Task brief →
Leave out the pictures and set down the rest of the listing below word for word.

Segment Start: Data for the task

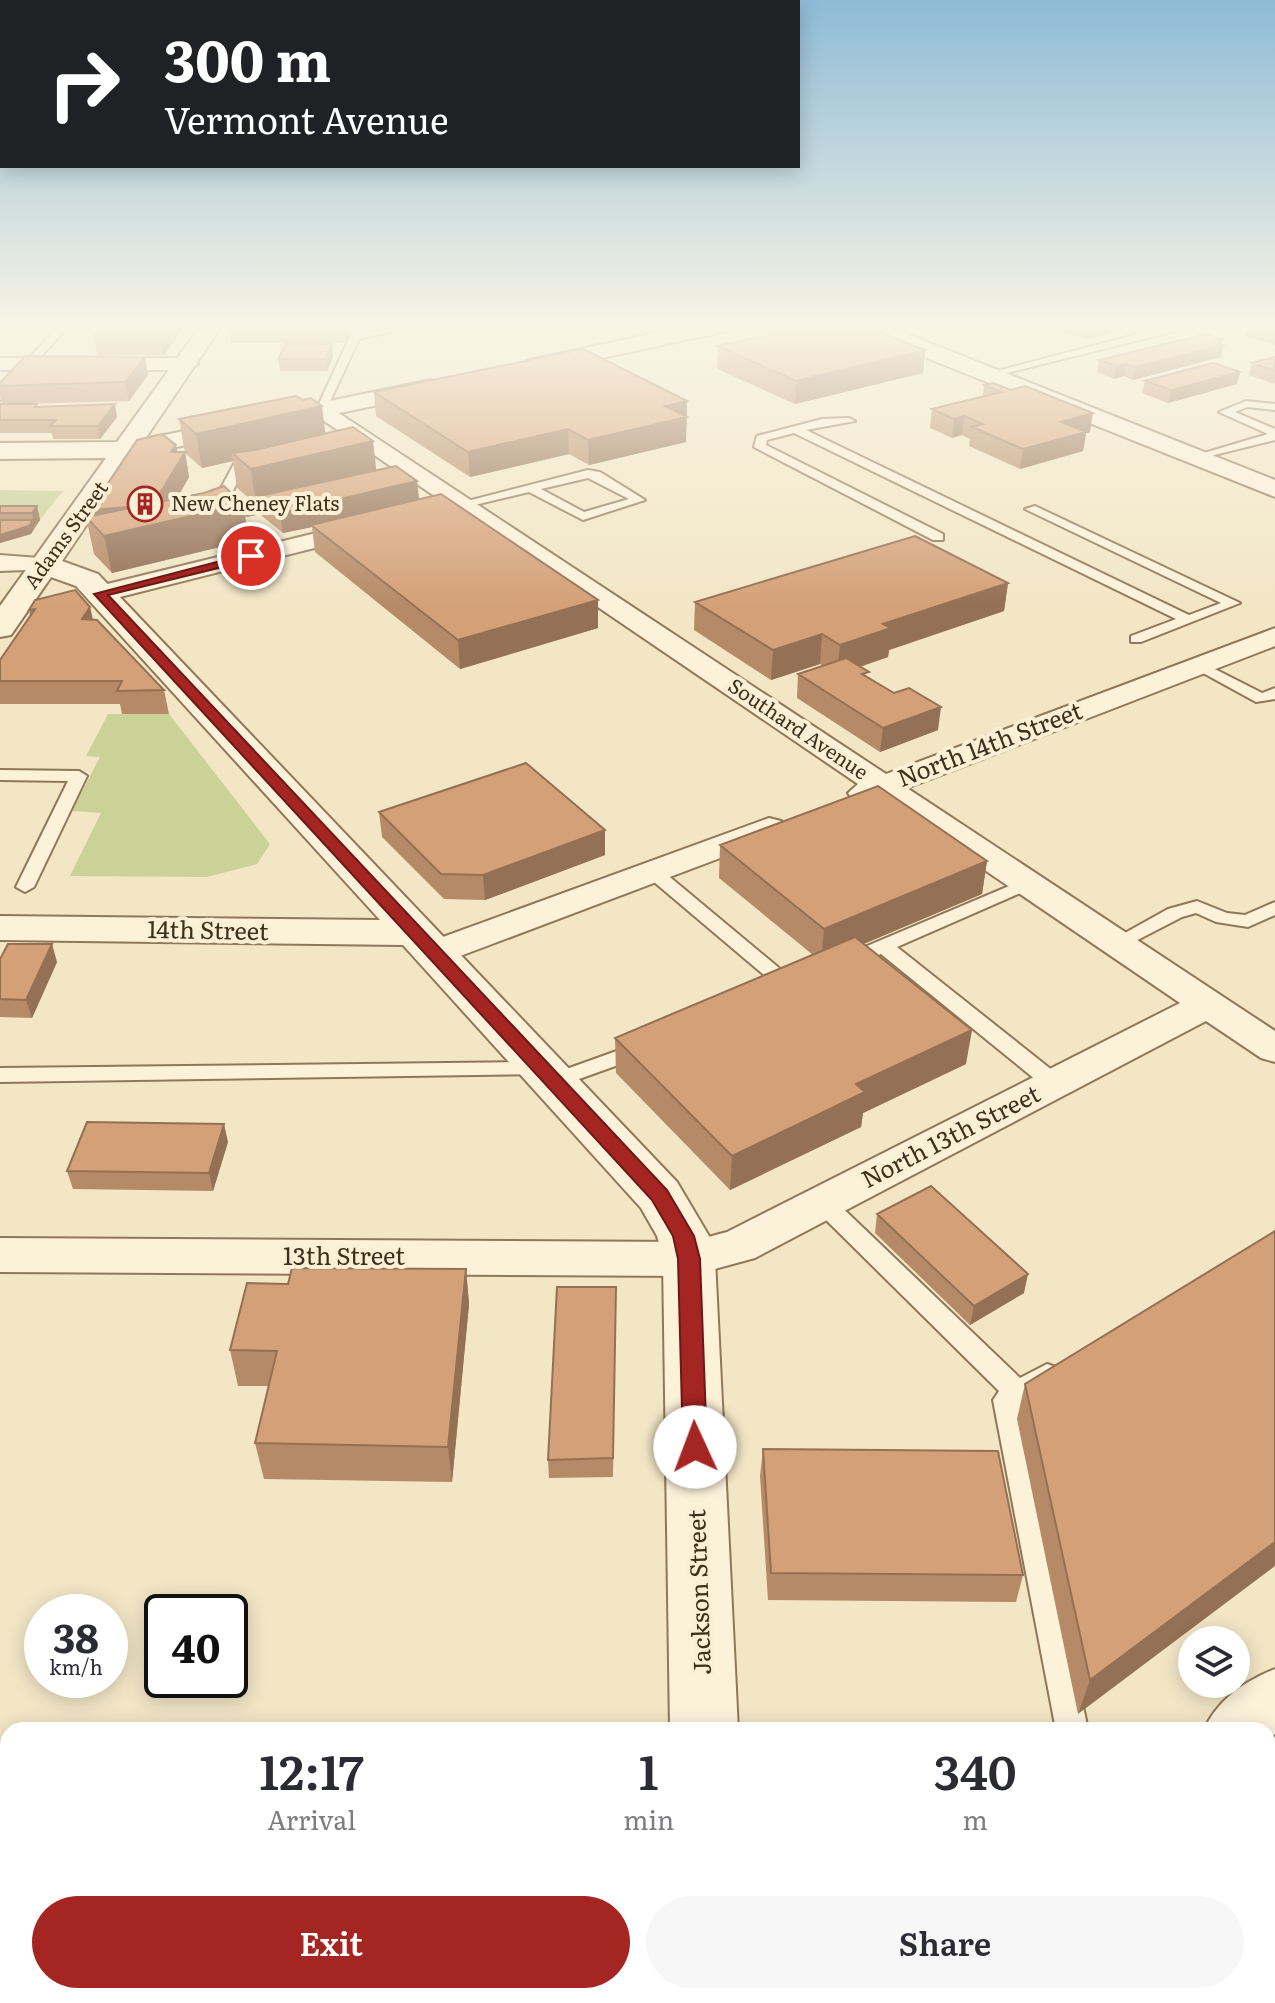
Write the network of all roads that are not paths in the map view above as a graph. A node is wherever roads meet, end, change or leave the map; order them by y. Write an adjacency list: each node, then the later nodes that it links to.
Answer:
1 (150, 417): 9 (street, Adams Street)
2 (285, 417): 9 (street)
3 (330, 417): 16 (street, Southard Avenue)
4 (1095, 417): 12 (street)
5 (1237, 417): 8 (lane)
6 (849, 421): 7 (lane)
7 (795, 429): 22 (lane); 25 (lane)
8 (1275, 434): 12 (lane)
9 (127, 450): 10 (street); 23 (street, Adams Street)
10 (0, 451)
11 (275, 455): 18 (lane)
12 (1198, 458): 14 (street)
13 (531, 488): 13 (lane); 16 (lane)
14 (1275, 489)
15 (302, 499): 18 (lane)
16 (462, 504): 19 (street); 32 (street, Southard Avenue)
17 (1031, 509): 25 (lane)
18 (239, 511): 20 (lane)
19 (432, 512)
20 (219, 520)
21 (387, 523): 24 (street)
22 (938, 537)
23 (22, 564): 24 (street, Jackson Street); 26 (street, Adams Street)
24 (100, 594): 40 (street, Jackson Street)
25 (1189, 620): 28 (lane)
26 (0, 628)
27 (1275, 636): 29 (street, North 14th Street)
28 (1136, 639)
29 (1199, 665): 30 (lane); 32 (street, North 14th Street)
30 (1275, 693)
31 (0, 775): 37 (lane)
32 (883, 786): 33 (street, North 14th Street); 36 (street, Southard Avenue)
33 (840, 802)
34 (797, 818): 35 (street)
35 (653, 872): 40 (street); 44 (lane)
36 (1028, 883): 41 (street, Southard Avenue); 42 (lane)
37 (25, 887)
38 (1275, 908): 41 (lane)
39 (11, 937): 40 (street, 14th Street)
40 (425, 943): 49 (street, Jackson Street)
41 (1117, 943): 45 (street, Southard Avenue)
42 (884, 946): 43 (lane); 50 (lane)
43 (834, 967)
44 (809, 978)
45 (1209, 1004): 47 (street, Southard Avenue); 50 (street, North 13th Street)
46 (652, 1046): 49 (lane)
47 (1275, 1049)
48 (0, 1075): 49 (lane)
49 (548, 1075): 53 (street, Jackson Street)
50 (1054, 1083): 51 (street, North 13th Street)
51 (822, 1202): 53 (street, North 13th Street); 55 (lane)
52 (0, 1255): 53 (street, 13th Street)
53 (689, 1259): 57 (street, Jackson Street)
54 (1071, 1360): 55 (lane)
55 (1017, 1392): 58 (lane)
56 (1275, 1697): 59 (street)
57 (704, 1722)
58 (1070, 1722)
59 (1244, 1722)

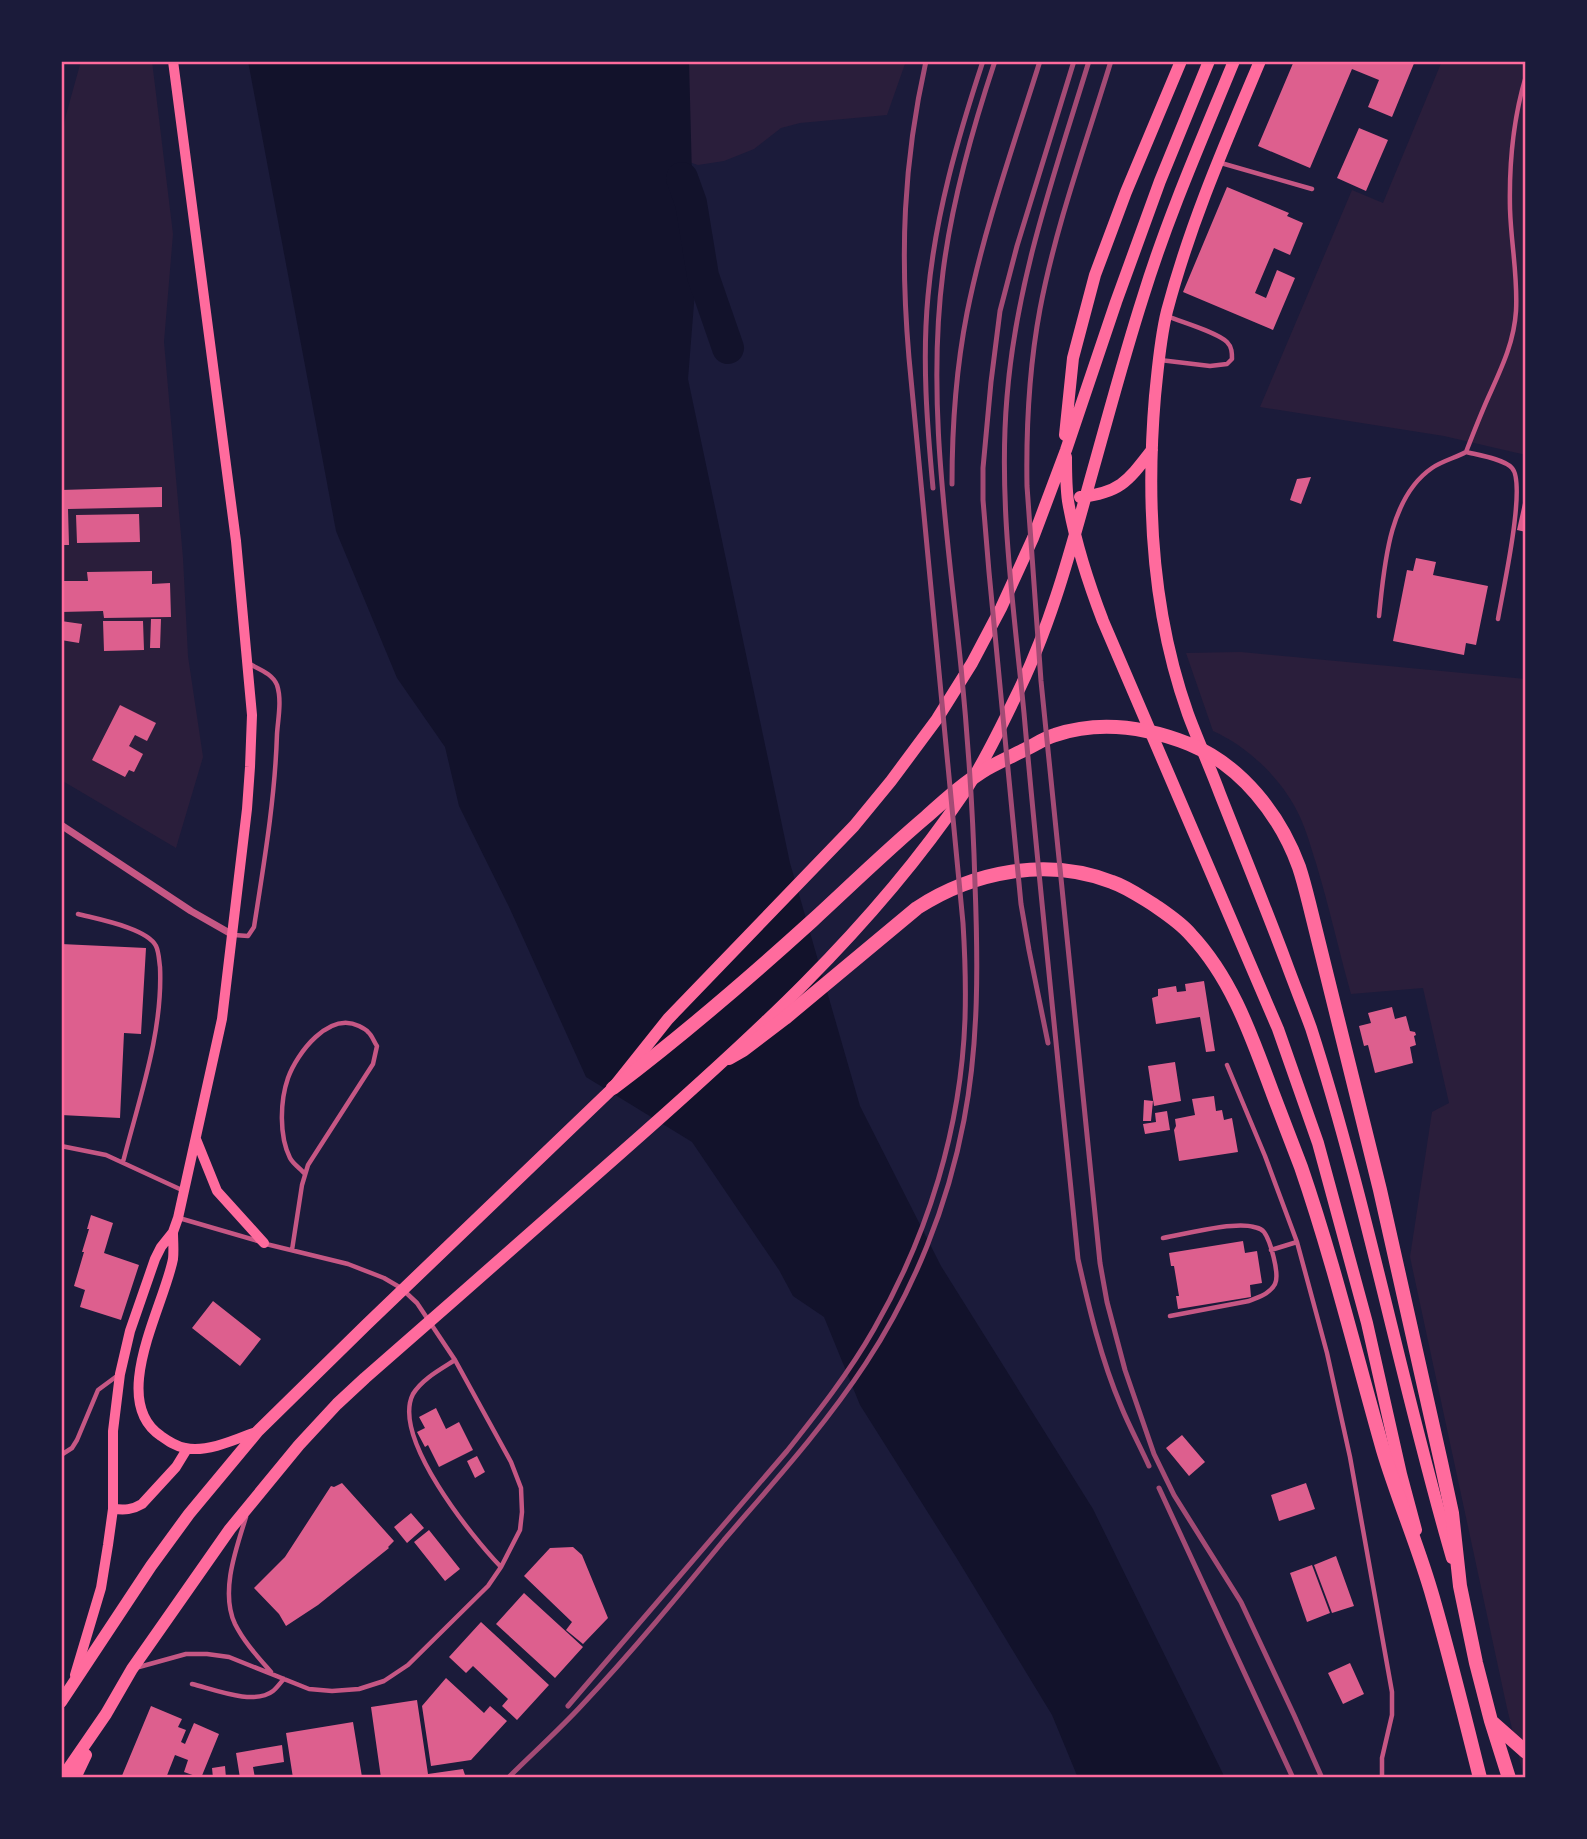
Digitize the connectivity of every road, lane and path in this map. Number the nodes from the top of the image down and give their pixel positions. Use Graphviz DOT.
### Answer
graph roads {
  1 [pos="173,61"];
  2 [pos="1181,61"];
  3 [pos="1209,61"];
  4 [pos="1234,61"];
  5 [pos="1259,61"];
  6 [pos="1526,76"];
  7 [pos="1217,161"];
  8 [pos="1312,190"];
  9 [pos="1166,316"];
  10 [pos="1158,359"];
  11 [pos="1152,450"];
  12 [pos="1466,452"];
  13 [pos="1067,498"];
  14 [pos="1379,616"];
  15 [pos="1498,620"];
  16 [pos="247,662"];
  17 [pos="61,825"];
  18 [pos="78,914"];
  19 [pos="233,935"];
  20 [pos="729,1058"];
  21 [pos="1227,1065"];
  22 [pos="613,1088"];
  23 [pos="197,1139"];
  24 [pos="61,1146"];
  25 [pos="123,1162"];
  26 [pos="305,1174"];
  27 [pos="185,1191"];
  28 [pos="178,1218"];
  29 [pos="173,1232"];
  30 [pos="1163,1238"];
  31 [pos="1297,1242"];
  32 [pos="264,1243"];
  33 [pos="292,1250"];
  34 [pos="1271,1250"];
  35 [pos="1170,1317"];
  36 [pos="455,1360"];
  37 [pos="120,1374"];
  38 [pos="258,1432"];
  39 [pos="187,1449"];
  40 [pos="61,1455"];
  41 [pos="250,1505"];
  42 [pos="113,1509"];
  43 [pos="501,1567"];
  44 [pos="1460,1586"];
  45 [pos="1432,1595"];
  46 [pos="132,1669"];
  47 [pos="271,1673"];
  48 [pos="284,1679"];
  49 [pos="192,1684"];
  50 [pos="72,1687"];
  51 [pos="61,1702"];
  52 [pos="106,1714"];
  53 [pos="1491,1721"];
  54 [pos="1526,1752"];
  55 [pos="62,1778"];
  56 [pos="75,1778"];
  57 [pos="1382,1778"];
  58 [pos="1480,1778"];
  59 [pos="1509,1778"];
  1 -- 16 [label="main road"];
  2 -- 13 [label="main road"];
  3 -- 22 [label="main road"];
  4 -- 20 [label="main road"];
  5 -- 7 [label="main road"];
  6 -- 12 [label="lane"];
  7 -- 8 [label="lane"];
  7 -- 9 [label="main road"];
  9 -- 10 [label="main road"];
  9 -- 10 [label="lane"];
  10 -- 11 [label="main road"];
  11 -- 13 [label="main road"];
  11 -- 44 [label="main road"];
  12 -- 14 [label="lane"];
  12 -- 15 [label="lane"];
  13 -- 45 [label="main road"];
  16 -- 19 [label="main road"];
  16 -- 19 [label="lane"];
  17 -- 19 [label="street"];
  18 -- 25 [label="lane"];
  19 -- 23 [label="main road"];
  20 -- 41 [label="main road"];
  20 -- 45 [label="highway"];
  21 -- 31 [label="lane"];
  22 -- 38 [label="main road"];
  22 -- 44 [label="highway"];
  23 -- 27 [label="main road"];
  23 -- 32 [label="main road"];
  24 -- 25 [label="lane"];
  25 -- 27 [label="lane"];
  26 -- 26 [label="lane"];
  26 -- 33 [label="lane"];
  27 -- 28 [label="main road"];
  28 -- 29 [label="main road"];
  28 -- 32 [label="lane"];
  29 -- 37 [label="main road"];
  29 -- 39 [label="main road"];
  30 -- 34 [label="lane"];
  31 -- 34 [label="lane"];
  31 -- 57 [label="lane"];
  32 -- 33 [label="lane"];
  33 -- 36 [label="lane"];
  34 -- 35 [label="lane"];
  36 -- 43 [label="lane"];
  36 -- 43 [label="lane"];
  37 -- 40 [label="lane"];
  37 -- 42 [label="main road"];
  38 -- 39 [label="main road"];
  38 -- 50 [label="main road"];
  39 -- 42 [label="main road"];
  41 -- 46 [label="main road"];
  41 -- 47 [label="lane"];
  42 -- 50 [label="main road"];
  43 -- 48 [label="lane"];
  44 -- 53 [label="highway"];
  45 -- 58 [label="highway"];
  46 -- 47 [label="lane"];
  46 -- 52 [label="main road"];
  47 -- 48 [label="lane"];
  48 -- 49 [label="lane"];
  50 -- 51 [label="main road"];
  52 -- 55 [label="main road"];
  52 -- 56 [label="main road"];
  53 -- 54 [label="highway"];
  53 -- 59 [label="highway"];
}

Segment End: Data for the task

Problem solution →
Write the network of all roads that are not paths in the map view above as a graph. A node is wherever roads meet, end, change or leave the map; order them by y. Write an adjacency list: each node, then the later nodes that it links to.
Answer:
1 (150, 417): 9 (street, Adams Street)
2 (285, 417): 9 (street)
3 (330, 417): 16 (street, Southard Avenue)
4 (1095, 417): 12 (street)
5 (1237, 417): 8 (lane)
6 (849, 421): 7 (lane)
7 (795, 429): 22 (lane); 25 (lane)
8 (1275, 434): 12 (lane)
9 (127, 450): 10 (street); 23 (street, Adams Street)
10 (0, 451)
11 (275, 455): 18 (lane)
12 (1198, 458): 14 (street)
13 (531, 488): 13 (lane); 16 (lane)
14 (1275, 489)
15 (302, 499): 18 (lane)
16 (462, 504): 19 (street); 32 (street, Southard Avenue)
17 (1031, 509): 25 (lane)
18 (239, 511): 20 (lane)
19 (432, 512)
20 (219, 520)
21 (387, 523): 24 (street)
22 (938, 537)
23 (22, 564): 24 (street, Jackson Street); 26 (street, Adams Street)
24 (100, 594): 40 (street, Jackson Street)
25 (1189, 620): 28 (lane)
26 (0, 628)
27 (1275, 636): 29 (street, North 14th Street)
28 (1136, 639)
29 (1199, 665): 30 (lane); 32 (street, North 14th Street)
30 (1275, 693)
31 (0, 775): 37 (lane)
32 (883, 786): 33 (street, North 14th Street); 36 (street, Southard Avenue)
33 (840, 802)
34 (797, 818): 35 (street)
35 (653, 872): 40 (street); 44 (lane)
36 (1028, 883): 41 (street, Southard Avenue); 42 (lane)
37 (25, 887)
38 (1275, 908): 41 (lane)
39 (11, 937): 40 (street, 14th Street)
40 (425, 943): 49 (street, Jackson Street)
41 (1117, 943): 45 (street, Southard Avenue)
42 (884, 946): 43 (lane); 50 (lane)
43 (834, 967)
44 (809, 978)
45 (1209, 1004): 47 (street, Southard Avenue); 50 (street, North 13th Street)
46 (652, 1046): 49 (lane)
47 (1275, 1049)
48 (0, 1075): 49 (lane)
49 (548, 1075): 53 (street, Jackson Street)
50 (1054, 1083): 51 (street, North 13th Street)
51 (822, 1202): 53 (street, North 13th Street); 55 (lane)
52 (0, 1255): 53 (street, 13th Street)
53 (689, 1259): 57 (street, Jackson Street)
54 (1071, 1360): 55 (lane)
55 (1017, 1392): 58 (lane)
56 (1275, 1697): 59 (street)
57 (704, 1722)
58 (1070, 1722)
59 (1244, 1722)

Digitize the connectivity of every road, lane and path in this map. Number the nodes from the top of the image down and give their pixel positions. Use Graphviz DOT.
### Answer
graph roads {
  1 [pos="173,61"];
  2 [pos="1181,61"];
  3 [pos="1209,61"];
  4 [pos="1234,61"];
  5 [pos="1259,61"];
  6 [pos="1526,76"];
  7 [pos="1217,161"];
  8 [pos="1312,190"];
  9 [pos="1166,316"];
  10 [pos="1158,359"];
  11 [pos="1152,450"];
  12 [pos="1466,452"];
  13 [pos="1067,498"];
  14 [pos="1379,616"];
  15 [pos="1498,620"];
  16 [pos="247,662"];
  17 [pos="61,825"];
  18 [pos="78,914"];
  19 [pos="233,935"];
  20 [pos="729,1058"];
  21 [pos="1227,1065"];
  22 [pos="613,1088"];
  23 [pos="197,1139"];
  24 [pos="61,1146"];
  25 [pos="123,1162"];
  26 [pos="305,1174"];
  27 [pos="185,1191"];
  28 [pos="178,1218"];
  29 [pos="173,1232"];
  30 [pos="1163,1238"];
  31 [pos="1297,1242"];
  32 [pos="264,1243"];
  33 [pos="292,1250"];
  34 [pos="1271,1250"];
  35 [pos="1170,1317"];
  36 [pos="455,1360"];
  37 [pos="120,1374"];
  38 [pos="258,1432"];
  39 [pos="187,1449"];
  40 [pos="61,1455"];
  41 [pos="250,1505"];
  42 [pos="113,1509"];
  43 [pos="501,1567"];
  44 [pos="1460,1586"];
  45 [pos="1432,1595"];
  46 [pos="132,1669"];
  47 [pos="271,1673"];
  48 [pos="284,1679"];
  49 [pos="192,1684"];
  50 [pos="72,1687"];
  51 [pos="61,1702"];
  52 [pos="106,1714"];
  53 [pos="1491,1721"];
  54 [pos="1526,1752"];
  55 [pos="62,1778"];
  56 [pos="75,1778"];
  57 [pos="1382,1778"];
  58 [pos="1480,1778"];
  59 [pos="1509,1778"];
  1 -- 16 [label="main road"];
  2 -- 13 [label="main road"];
  3 -- 22 [label="main road"];
  4 -- 20 [label="main road"];
  5 -- 7 [label="main road"];
  6 -- 12 [label="lane"];
  7 -- 8 [label="lane"];
  7 -- 9 [label="main road"];
  9 -- 10 [label="main road"];
  9 -- 10 [label="lane"];
  10 -- 11 [label="main road"];
  11 -- 13 [label="main road"];
  11 -- 44 [label="main road"];
  12 -- 14 [label="lane"];
  12 -- 15 [label="lane"];
  13 -- 45 [label="main road"];
  16 -- 19 [label="main road"];
  16 -- 19 [label="lane"];
  17 -- 19 [label="street"];
  18 -- 25 [label="lane"];
  19 -- 23 [label="main road"];
  20 -- 41 [label="main road"];
  20 -- 45 [label="highway"];
  21 -- 31 [label="lane"];
  22 -- 38 [label="main road"];
  22 -- 44 [label="highway"];
  23 -- 27 [label="main road"];
  23 -- 32 [label="main road"];
  24 -- 25 [label="lane"];
  25 -- 27 [label="lane"];
  26 -- 26 [label="lane"];
  26 -- 33 [label="lane"];
  27 -- 28 [label="main road"];
  28 -- 29 [label="main road"];
  28 -- 32 [label="lane"];
  29 -- 37 [label="main road"];
  29 -- 39 [label="main road"];
  30 -- 34 [label="lane"];
  31 -- 34 [label="lane"];
  31 -- 57 [label="lane"];
  32 -- 33 [label="lane"];
  33 -- 36 [label="lane"];
  34 -- 35 [label="lane"];
  36 -- 43 [label="lane"];
  36 -- 43 [label="lane"];
  37 -- 40 [label="lane"];
  37 -- 42 [label="main road"];
  38 -- 39 [label="main road"];
  38 -- 50 [label="main road"];
  39 -- 42 [label="main road"];
  41 -- 46 [label="main road"];
  41 -- 47 [label="lane"];
  42 -- 50 [label="main road"];
  43 -- 48 [label="lane"];
  44 -- 53 [label="highway"];
  45 -- 58 [label="highway"];
  46 -- 47 [label="lane"];
  46 -- 52 [label="main road"];
  47 -- 48 [label="lane"];
  48 -- 49 [label="lane"];
  50 -- 51 [label="main road"];
  52 -- 55 [label="main road"];
  52 -- 56 [label="main road"];
  53 -- 54 [label="highway"];
  53 -- 59 [label="highway"];
}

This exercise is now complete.